Kipo and the Age of Wonderbeasts
Kipo and the Age of Wonderbeasts is an animated television series created by Radford Sechrist, adapted from his 2015 webcomic Kipo. The series is produced by American company DreamWorks Animation Television and animated by South Korean studio Mir.
Kipo, a sheltered girl, gets a crash course in survival when a mutant attack sends her to the surface, far from the safety of her underground home.
Why It Rocks
- Beautiful animation, from the same studio that brought us Voltron: Legendary Defender, and The Legend of Korra.
- Geometric character designs that call to mind anime.
- Decent writing.
- Well-crafted story arc.
- Lots of world-building and lore. The universe of the world is very expansive and has a lot of mystery surrounding it.
- Nicely written characters, such as Wolf, who has a tragic backstory. The characters work off each other well and their interpersonal relationships are examined in great detail.
- Threatening villains.
- Stunning soundtrack.

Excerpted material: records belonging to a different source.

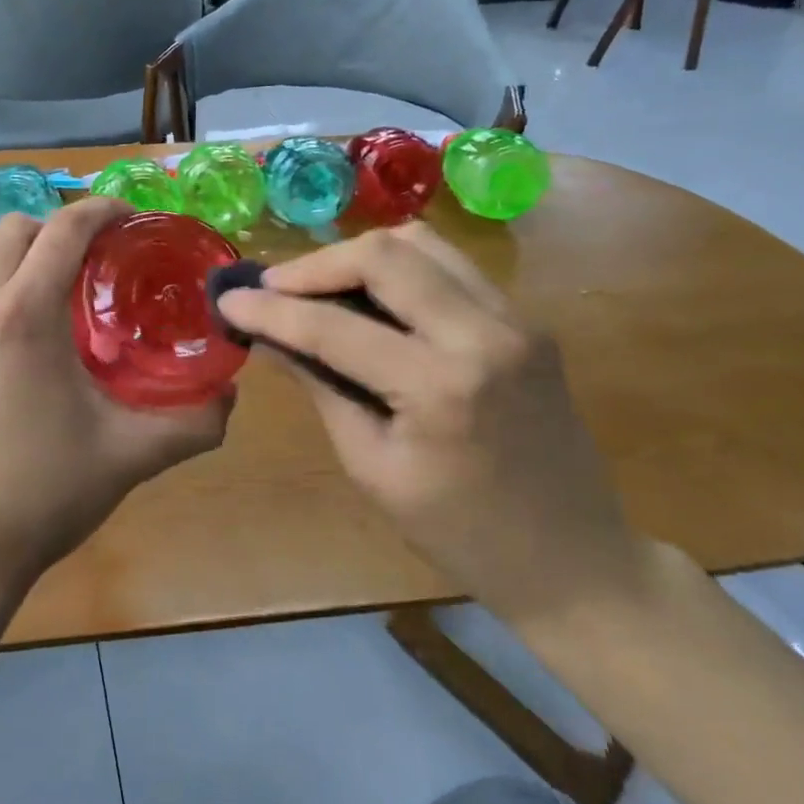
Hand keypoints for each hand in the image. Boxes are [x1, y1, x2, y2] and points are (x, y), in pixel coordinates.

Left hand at [0, 197, 232, 600]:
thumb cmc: (45, 493)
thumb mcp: (133, 454)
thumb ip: (195, 422)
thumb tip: (231, 395)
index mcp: (23, 314)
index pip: (65, 229)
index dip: (102, 210)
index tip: (130, 218)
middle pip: (12, 231)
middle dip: (55, 231)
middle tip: (92, 266)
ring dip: (20, 280)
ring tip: (53, 328)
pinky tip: (7, 378)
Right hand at [215, 224, 643, 624]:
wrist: (575, 560)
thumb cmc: (461, 534)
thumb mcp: (373, 467)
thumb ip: (322, 387)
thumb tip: (270, 338)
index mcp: (441, 386)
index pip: (334, 326)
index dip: (271, 311)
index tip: (228, 301)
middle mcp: (485, 333)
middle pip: (384, 253)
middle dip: (315, 265)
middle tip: (273, 291)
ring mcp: (516, 318)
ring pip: (421, 243)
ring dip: (359, 258)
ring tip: (318, 290)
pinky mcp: (526, 319)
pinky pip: (449, 267)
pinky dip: (399, 270)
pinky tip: (371, 301)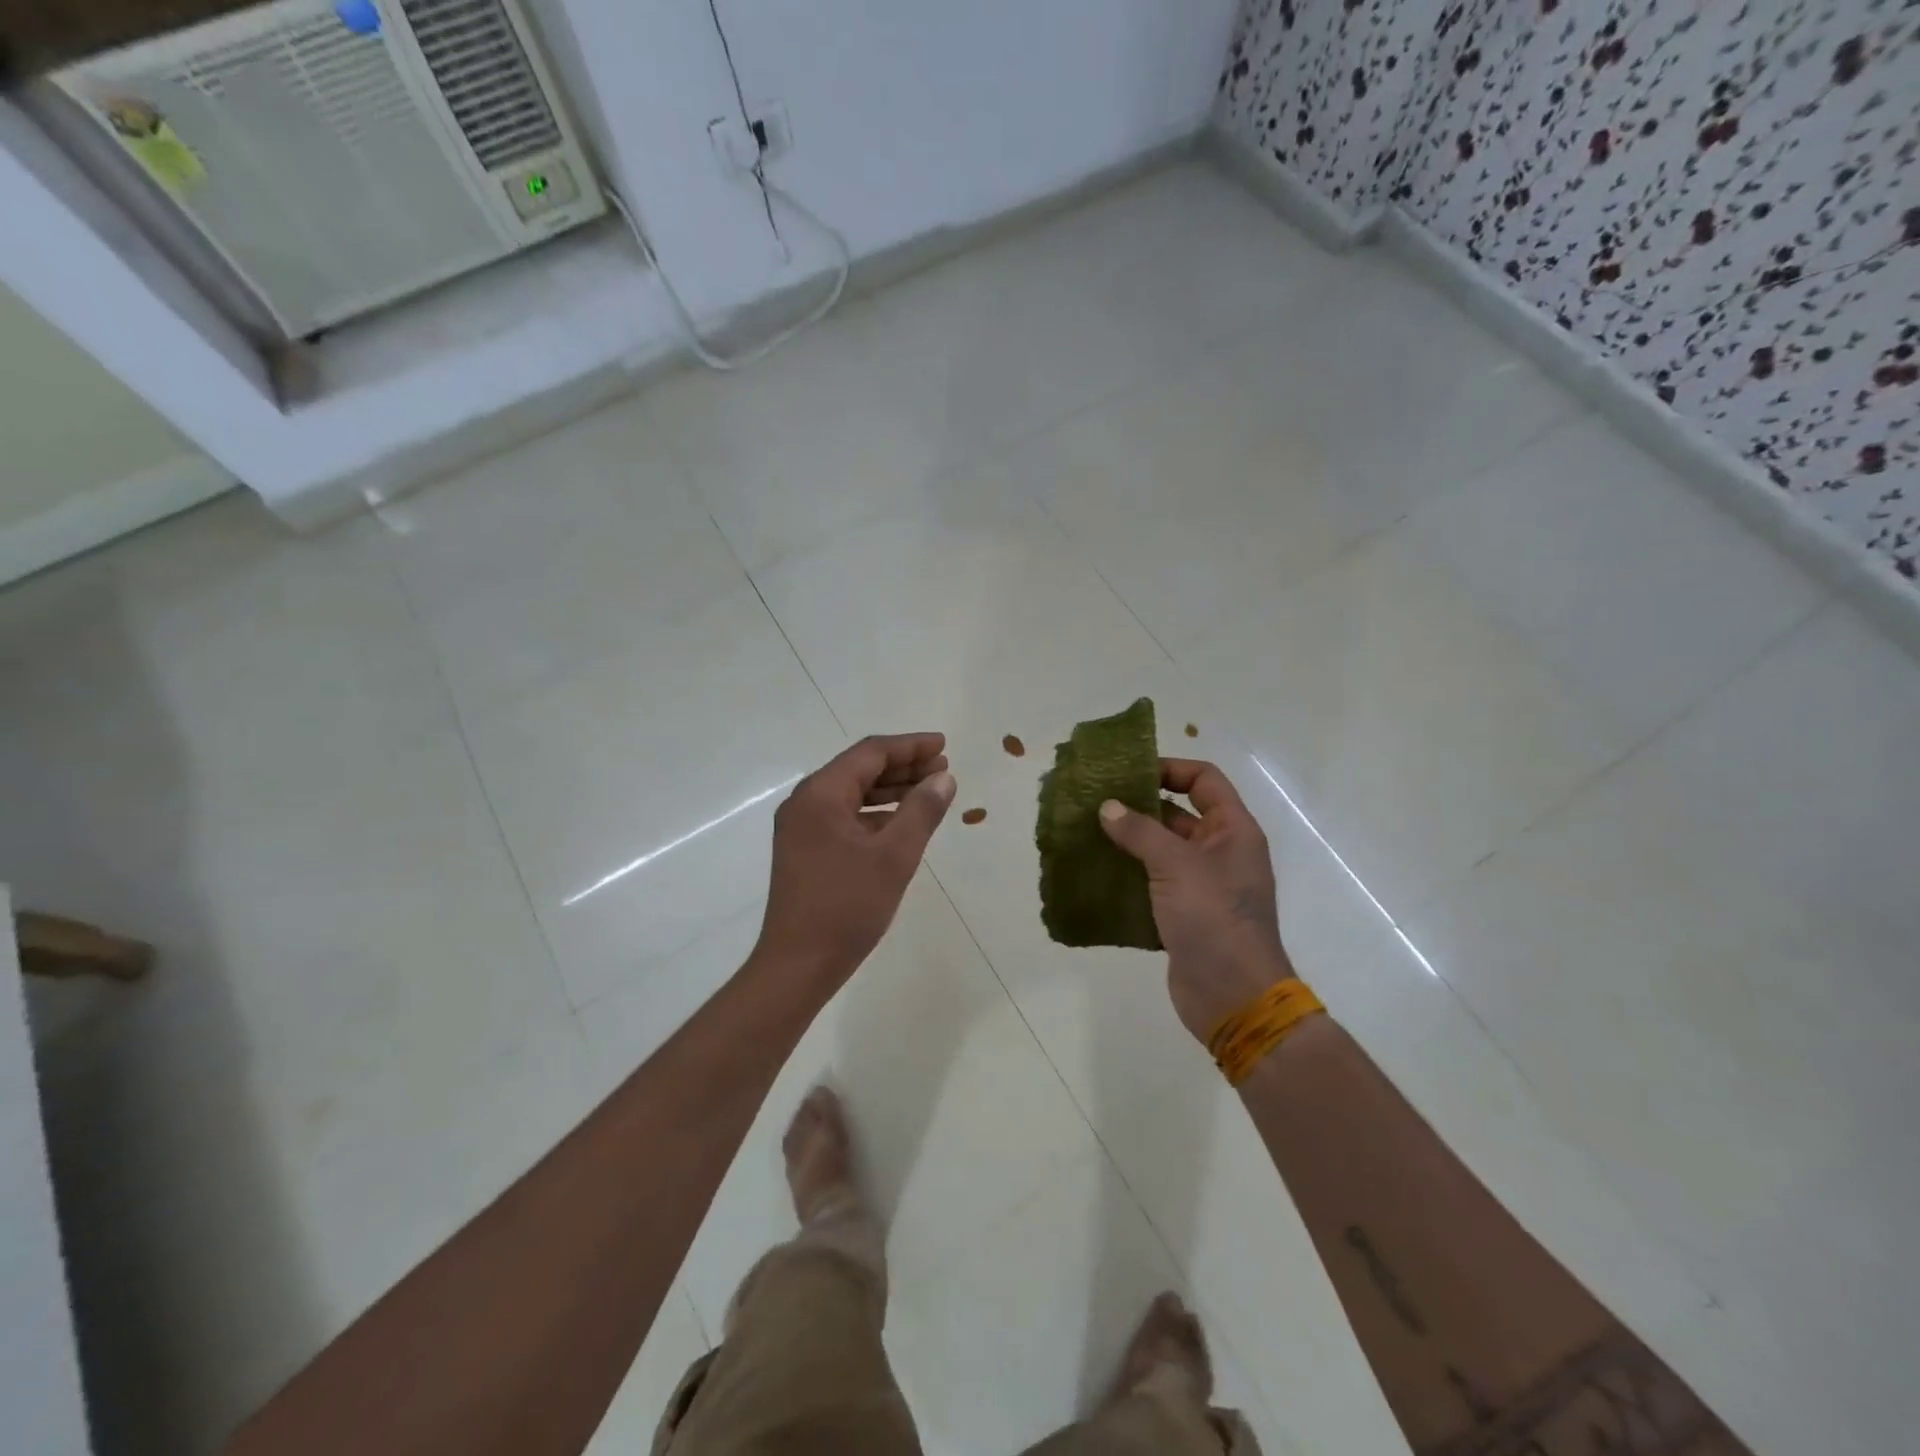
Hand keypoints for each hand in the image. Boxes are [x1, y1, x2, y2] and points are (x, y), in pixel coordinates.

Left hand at [754, 733, 955, 994]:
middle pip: (859, 769)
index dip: (910, 746)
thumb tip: (944, 778)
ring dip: (891, 790)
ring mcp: (801, 827)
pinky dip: (875, 814)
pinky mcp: (805, 849)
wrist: (797, 965)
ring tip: (929, 791)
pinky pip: (844, 817)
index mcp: (821, 794)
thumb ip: (922, 811)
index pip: (871, 753)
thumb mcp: (894, 856)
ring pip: (852, 794)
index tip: (943, 746)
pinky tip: (901, 823)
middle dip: (903, 766)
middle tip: (942, 769)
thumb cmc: (847, 906)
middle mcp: (806, 802)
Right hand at [1098, 759, 1295, 1043]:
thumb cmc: (1213, 918)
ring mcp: (1201, 885)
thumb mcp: (1176, 865)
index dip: (1170, 768)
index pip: (1204, 780)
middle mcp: (1220, 852)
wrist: (1233, 996)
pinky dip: (1128, 876)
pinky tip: (1095, 873)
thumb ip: (1140, 831)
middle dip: (1139, 806)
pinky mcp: (1182, 914)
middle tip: (1095, 802)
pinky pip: (1152, 883)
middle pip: (1178, 813)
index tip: (1128, 772)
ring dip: (1128, 842)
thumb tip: (1108, 807)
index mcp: (1232, 830)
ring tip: (1087, 834)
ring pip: (1161, 850)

The soundtrack is very memorable and combines pop with hip-hop.
- It's the first kids' cartoon to have a character say "I'm gay". Benson comes out as gay in the episode "Ratland", when he tells Kipo that he only likes her as a friend.
- Good voice acting, such as Karen Fukuhara (Glimmer from She-Ra and the Princesses of Power) as Kipo.
- It can be boring sometimes.
- The show only lasted for ten months in a year, despite having three seasons, making the entire series short-lived.
- In Season 3, with the exception of Doag and Greta, all the other humans' redemptions were all forced just to avoid villain deaths.
- Because pretty much all the humans were reached, Kipo never learned that you just can't redeem everyone, which is a problem as this is a lesson society's parents deliberately not want their children learning.